Dataset entries:
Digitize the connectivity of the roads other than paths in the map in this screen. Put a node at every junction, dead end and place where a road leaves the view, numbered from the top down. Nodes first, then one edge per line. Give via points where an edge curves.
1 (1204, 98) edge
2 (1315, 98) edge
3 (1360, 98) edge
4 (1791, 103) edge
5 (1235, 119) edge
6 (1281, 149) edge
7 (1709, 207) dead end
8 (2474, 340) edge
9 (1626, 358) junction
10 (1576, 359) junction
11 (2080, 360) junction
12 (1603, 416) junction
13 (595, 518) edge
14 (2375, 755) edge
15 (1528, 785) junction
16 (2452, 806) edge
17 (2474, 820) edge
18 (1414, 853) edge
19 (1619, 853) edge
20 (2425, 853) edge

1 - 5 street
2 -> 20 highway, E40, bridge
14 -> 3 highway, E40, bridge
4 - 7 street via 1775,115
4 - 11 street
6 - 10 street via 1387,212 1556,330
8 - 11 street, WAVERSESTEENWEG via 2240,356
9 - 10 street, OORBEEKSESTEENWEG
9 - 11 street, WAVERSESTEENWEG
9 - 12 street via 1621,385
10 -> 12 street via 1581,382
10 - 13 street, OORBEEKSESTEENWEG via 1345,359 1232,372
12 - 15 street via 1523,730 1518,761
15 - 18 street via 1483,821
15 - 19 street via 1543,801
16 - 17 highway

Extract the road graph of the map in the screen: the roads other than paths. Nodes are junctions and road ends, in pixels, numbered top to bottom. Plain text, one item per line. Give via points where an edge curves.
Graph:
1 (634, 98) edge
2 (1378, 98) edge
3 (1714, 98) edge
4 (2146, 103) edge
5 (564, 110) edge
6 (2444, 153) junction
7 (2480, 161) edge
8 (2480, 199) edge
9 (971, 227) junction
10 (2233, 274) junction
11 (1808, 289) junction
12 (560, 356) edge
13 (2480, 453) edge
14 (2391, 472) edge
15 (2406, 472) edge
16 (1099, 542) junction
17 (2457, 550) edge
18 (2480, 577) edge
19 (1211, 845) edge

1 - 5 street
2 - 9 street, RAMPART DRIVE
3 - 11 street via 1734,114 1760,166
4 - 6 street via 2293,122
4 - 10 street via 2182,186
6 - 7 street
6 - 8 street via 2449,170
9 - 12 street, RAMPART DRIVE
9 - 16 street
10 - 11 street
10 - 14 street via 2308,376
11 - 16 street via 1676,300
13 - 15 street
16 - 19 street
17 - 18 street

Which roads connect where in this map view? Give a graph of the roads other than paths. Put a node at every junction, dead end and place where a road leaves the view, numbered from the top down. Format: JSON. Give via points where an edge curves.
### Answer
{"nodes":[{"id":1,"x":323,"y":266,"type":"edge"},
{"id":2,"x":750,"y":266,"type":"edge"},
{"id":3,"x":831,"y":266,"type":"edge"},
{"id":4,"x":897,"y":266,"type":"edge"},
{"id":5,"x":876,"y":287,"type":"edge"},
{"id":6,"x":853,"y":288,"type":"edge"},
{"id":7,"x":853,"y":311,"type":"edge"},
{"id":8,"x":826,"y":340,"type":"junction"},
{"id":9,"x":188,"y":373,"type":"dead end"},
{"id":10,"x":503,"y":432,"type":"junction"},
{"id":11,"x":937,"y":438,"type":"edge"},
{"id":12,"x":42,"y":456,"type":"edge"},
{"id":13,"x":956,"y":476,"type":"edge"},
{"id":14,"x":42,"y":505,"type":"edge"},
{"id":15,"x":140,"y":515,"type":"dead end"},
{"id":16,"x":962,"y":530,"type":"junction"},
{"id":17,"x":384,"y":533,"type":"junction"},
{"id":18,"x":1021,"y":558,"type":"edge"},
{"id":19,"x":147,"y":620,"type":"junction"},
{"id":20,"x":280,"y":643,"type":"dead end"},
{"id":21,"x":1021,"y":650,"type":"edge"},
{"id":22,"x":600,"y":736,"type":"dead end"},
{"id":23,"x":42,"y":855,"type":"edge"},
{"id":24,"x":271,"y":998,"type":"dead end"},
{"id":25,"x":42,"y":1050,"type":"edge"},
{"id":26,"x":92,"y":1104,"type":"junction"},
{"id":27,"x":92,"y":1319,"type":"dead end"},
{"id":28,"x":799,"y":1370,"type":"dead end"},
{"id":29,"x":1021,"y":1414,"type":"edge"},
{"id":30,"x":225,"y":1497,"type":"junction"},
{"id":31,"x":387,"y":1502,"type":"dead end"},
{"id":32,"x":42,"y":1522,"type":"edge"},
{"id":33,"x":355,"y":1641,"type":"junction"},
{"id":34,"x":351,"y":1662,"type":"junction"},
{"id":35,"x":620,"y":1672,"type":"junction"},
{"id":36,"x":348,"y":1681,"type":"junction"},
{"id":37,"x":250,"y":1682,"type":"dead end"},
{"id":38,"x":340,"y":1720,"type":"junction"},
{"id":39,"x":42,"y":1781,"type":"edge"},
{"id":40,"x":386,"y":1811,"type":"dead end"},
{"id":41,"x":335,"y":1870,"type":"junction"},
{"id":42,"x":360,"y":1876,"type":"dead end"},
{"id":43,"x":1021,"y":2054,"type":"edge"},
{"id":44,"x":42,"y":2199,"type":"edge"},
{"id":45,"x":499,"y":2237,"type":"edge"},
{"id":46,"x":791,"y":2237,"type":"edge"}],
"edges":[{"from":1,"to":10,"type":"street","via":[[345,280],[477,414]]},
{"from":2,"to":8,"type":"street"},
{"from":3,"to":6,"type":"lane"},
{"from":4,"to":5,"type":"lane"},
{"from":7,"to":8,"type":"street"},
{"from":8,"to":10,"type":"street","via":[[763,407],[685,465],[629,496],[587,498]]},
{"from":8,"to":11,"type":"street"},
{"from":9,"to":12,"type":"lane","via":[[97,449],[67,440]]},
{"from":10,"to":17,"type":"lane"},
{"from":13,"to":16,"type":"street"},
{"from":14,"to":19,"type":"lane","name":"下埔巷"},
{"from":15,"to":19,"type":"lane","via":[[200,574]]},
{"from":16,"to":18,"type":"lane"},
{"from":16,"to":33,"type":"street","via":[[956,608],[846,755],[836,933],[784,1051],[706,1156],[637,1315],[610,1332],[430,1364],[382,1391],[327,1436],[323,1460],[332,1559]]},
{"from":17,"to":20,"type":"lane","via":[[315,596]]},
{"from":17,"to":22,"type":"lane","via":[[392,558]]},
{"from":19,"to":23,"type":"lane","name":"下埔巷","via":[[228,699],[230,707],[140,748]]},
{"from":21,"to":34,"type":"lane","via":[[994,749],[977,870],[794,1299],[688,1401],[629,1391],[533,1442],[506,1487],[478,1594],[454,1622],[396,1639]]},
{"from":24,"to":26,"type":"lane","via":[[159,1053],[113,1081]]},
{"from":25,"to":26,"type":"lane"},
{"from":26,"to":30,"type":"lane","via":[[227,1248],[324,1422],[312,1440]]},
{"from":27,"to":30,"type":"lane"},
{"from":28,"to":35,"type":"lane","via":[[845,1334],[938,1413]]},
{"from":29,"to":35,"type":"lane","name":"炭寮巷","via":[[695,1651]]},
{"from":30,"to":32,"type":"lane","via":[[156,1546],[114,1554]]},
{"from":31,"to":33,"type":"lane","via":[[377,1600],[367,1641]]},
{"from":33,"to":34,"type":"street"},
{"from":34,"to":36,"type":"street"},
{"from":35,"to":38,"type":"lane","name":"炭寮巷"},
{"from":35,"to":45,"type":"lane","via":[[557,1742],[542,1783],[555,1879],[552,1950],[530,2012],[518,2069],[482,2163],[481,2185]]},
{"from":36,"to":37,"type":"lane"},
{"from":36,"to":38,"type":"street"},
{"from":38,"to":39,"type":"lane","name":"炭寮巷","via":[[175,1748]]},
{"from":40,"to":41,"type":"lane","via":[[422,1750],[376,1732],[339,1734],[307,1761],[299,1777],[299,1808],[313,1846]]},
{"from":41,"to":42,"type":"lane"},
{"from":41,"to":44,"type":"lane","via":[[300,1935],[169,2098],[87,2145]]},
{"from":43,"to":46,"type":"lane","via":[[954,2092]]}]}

## [Directions for this task]
An exact copy of the data is needed, running from its first line through the line that holds "Extract the road", and nothing beyond that.

## [Response to the exercise]
Digitize the connectivity of the roads other than paths in the map in this screen. Put a node at every junction, dead end and place where a road leaves the view, numbered from the top down. Nodes first, then one edge per line. Give via points where an edge curves.
1 (1204, 98) edge
2 (1315, 98) edge
3 (1360, 98) edge
4 (1791, 103) edge
5 (1235, 119) edge
6 (1281, 149) edge
7 (1709, 207) dead end
8 (2474, 340) edge
9 (1626, 358) junction
10 (1576, 359) junction
11 (2080, 360) junction
12 (1603, 416) junction
13 (595, 518) edge
14 (2375, 755) edge
15 (1528, 785) junction
16 (2452, 806) edge
17 (2474, 820) edge
18 (1414, 853) edge
19 (1619, 853) edge
20 (2425, 853) edge

1 - 5 street
2 -> 20 highway, E40, bridge
14 -> 3 highway, E40, bridge
4 - 7 street via 1775,115
4 - 11 street
6 - 10 street via 1387,212 1556,330
8 - 11 street, WAVERSESTEENWEG via 2240,356
9 - 10 street, OORBEEKSESTEENWEG
9 - 11 street, WAVERSESTEENWEG
9 - 12 street via 1621,385
10 -> 12 street via 1581,382
10 - 13 street, OORBEEKSESTEENWEG via 1345,359 1232,372
12 - 15 street via 1523,730 1518,761
15 - 18 street via 1483,821
15 - 19 street via 1543,801
16 - 17 highway

Extract the road graph of the map in the screen: the roads other than paths. Nodes are junctions and road ends, in pixels, numbered top to bottom. Plain text, one item per line. Give via points where an edge curves.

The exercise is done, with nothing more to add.